DATASET EXTRACT: Begin

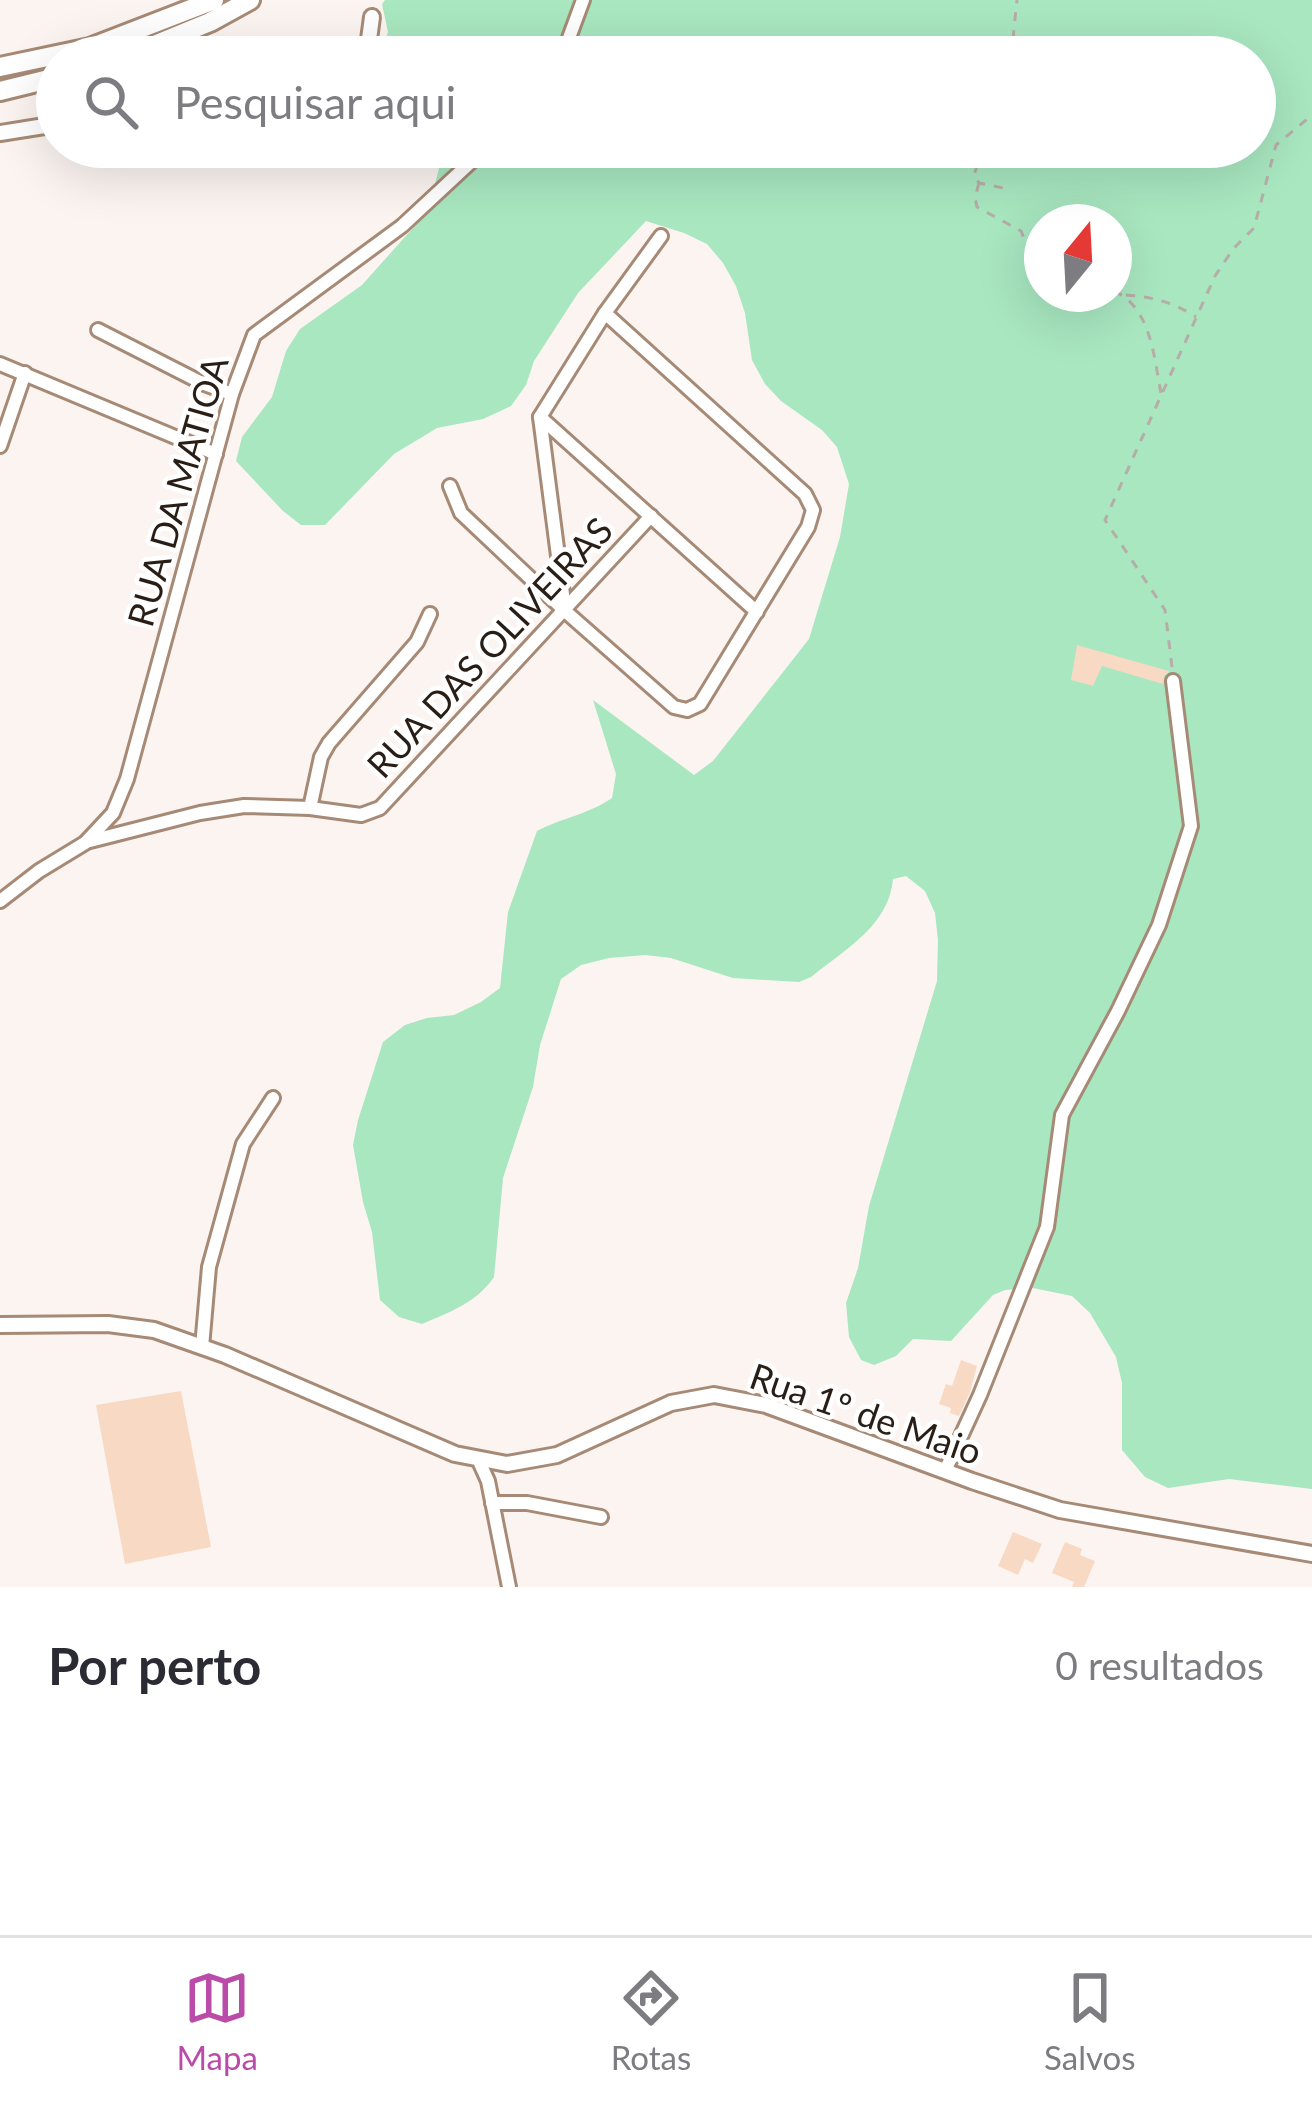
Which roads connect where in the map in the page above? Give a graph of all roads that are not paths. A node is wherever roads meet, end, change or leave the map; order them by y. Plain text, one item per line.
1 (214, 0) edge
2 (250, 0) edge
3 (584, 0) edge
4 (372, 17) dead end
5 (119, 36) edge
6 (176, 36) edge
7 (369, 36) edge
8 (570, 36) edge
9 (36, 60) edge
10 (0, 68) edge
11 (36, 82) edge
12 (0, 91) edge
13 (36, 127) edge
14 (0, 133) edge
15 (464, 168) edge
16 (662, 236) dead end
17 (605, 313) junction
18 (98, 329) dead end
19 (0, 364) edge
20 (25, 374) junction
21 (232, 394) junction
22 (540, 417) junction
23 (0, 446) edge
24 (216, 454) junction
25 (450, 486) dead end
26 (651, 516) junction
27 (565, 611) junction
28 (758, 612) junction
29 (430, 614) dead end
30 (1173, 681) road end
31 (310, 808) junction
32 (85, 843) junction
33 (0, 901) edge
34 (273, 1098) dead end
35 (0, 1325) edge
36 (202, 1347) junction
37 (478, 1459) junction
38 (945, 1471) junction
39 (492, 1502) junction
40 (601, 1517) dead end
41 (1312, 1554) edge
42 (509, 1587) edge

1 - 5 main road
2 - 6 main road
3 - 8 street
4 - 7 street
9 - 10 main road
11 - 12 main road
13 - 14 street
15 - 21 street, RUA DA MATIOA
16 - 17 street
17 - 22 street
17 - 28 street
18 - 21 street
19 - 20 street
20 - 23 street
20 - 24 street
21 - 24 street, RUA DA MATIOA
22 - 26 street
22 - 27 street
24 - 32 street, RUA DA MATIOA
25 - 27 street
26 - 27 street, RUA DAS OLIVEIRAS
26 - 28 street
27 - 28 street
27 - 31 street, RUA DAS OLIVEIRAS
29 - 31 street
30 - 38 street
31 - 32 street, RUA DAS OLIVEIRAS
32 - 33 street, RUA DA MATIOA
34 - 36 street
35 - 36 street, Rua 1º de Maio
36 - 37 street, Rua 1º de Maio
37 - 38 street, Rua 1º de Maio
37 - 39 street
38 - 41 street, Rua 1º de Maio
39 - 40 street
39 - 42 street

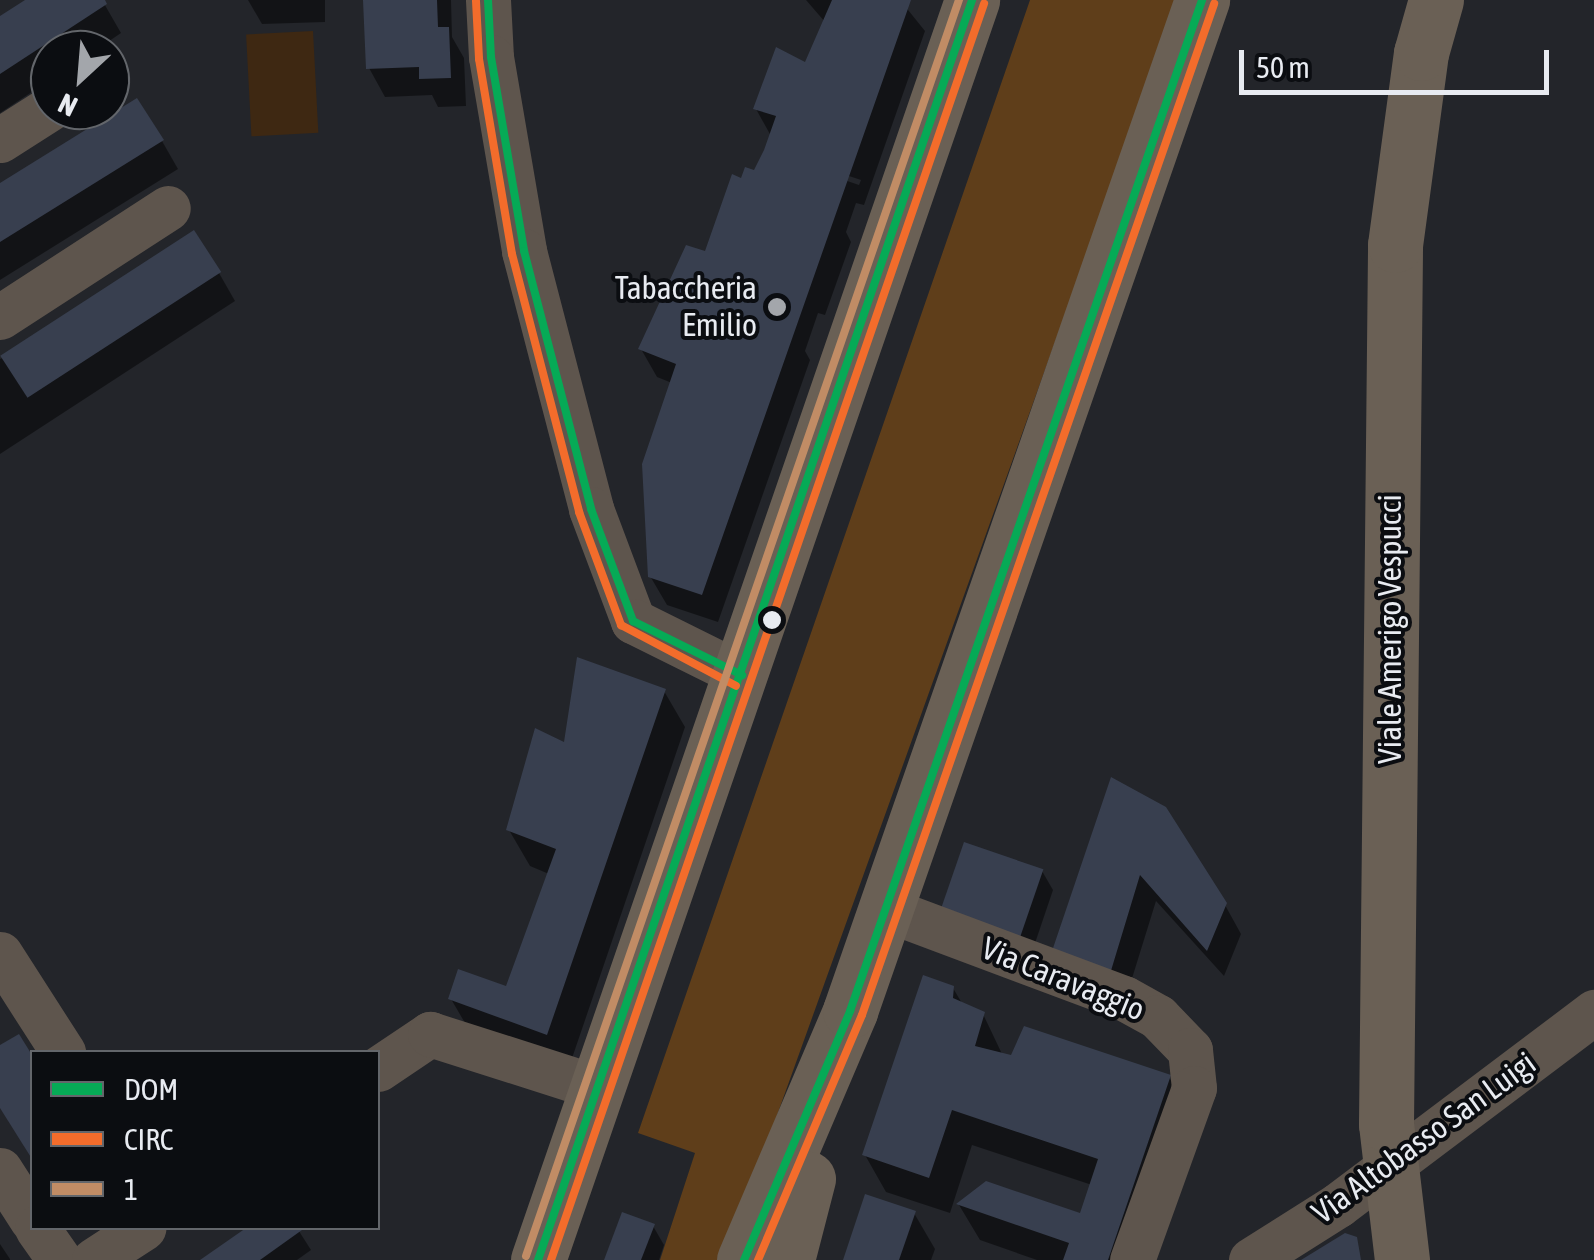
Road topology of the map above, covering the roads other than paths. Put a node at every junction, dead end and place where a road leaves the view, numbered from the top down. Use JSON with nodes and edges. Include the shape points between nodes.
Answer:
{"nodes":[{"id":1,"x":488,"y":0,"type":"edge"},
{"id":2,"x":972,"y":0,"type":"edge"},
{"id":3,"x":1202,"y":0,"type":"edge"},
{"id":4,"x":1436,"y":0,"type":"edge"},
{"id":5,"x":30,"y":121,"type":"edge"},
{"id":6,"x":0,"y":140,"type":"edge"},
{"id":7,"x":168,"y":208,"type":"dead end"},
{"id":8,"x":0,"y":316,"type":"edge"},
{"id":9,"x":742,"y":675,"type":"junction"},
{"id":10,"x":886,"y":909,"type":"junction"},
{"id":11,"x":1,"y":959,"type":"edge"},
{"id":12,"x":850,"y":1011,"type":"junction"},
{"id":13,"x":1594,"y":1012,"type":"edge"},
{"id":14,"x":62,"y":1050,"type":"edge"},
{"id":15,"x":380,"y":1068,"type":"edge"},
{"id":16,"x":599,"y":1088,"type":"junction"},
{"id":17,"x":0,"y":1170,"type":"edge"},
{"id":18,"x":30,"y":1217,"type":"edge"},
{"id":19,"x":39,"y":1230,"type":"edge"},
{"id":20,"x":139,"y":1230,"type":"edge"},
{"id":21,"x":58,"y":1260,"type":"edge"},
{"id":22,"x":94,"y":1260,"type":"edge"},
{"id":23,"x":538,"y":1260,"type":"edge"},
{"id":24,"x":744,"y":1260,"type":"edge"},
{"id":25,"x":787,"y":1260,"type":"edge"},
{"id":26,"x":1132,"y":1260,"type":"edge"},
{"id":27,"x":1250,"y":1260,"type":"edge"},
{"id":28,"x":1402,"y":1260,"type":"edge"}],
"edges":[{"from":1,"to":9,"type":"street","via":[[491,57],[524,251],[591,509],[633,621]]},
{"from":2,"to":9,"type":"main road"},
{"from":3,"to":10,"type":"main road"},
{"from":4,"to":28,"type":"main road","name":"Viale Amerigo Vespucci","bridge":true,"via":[[1421,54],[1395,263],[1386,1124]]},
{"from":5,"to":6,"type":"street"},
{"from":7,"to":8,"type":"street"},
{"from":9,"to":16,"type":"main road"},
{"from":10,"to":12,"type":"main road"},
{"from":10,"to":26,"type":"street","name":"Via Caravaggio","via":[[1124,998],[1158,1018],[1190,1050],[1194,1088]]},
{"from":11,"to":14,"type":"street"},
{"from":12,"to":24,"type":"main road"},
{"from":12,"to":25,"type":"main road"},
{"from":13,"to":27,"type":"street","name":"Via Altobasso San Luigi","via":[[1338,1204]]},
{"from":15,"to":16,"type":"street","via":[[430,1034]]},
{"from":16,"to":23,"type":"main road"},
{"from":17,"to":18,"type":"street"},
{"from":19,"to":21,"type":"street"},
{"from":20,"to":22,"type":"street"}]}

DATASET EXTRACT: End

▶ [EXERCISE DIRECTIONS]: Search the entries for the word "OLIVEIRAS", then copy every line in which it is found.

▶ [TASK RESPONSE]:
26 - 27 street, RUA DAS OLIVEIRAS
27 - 31 street, RUA DAS OLIVEIRAS
31 - 32 street, RUA DAS OLIVEIRAS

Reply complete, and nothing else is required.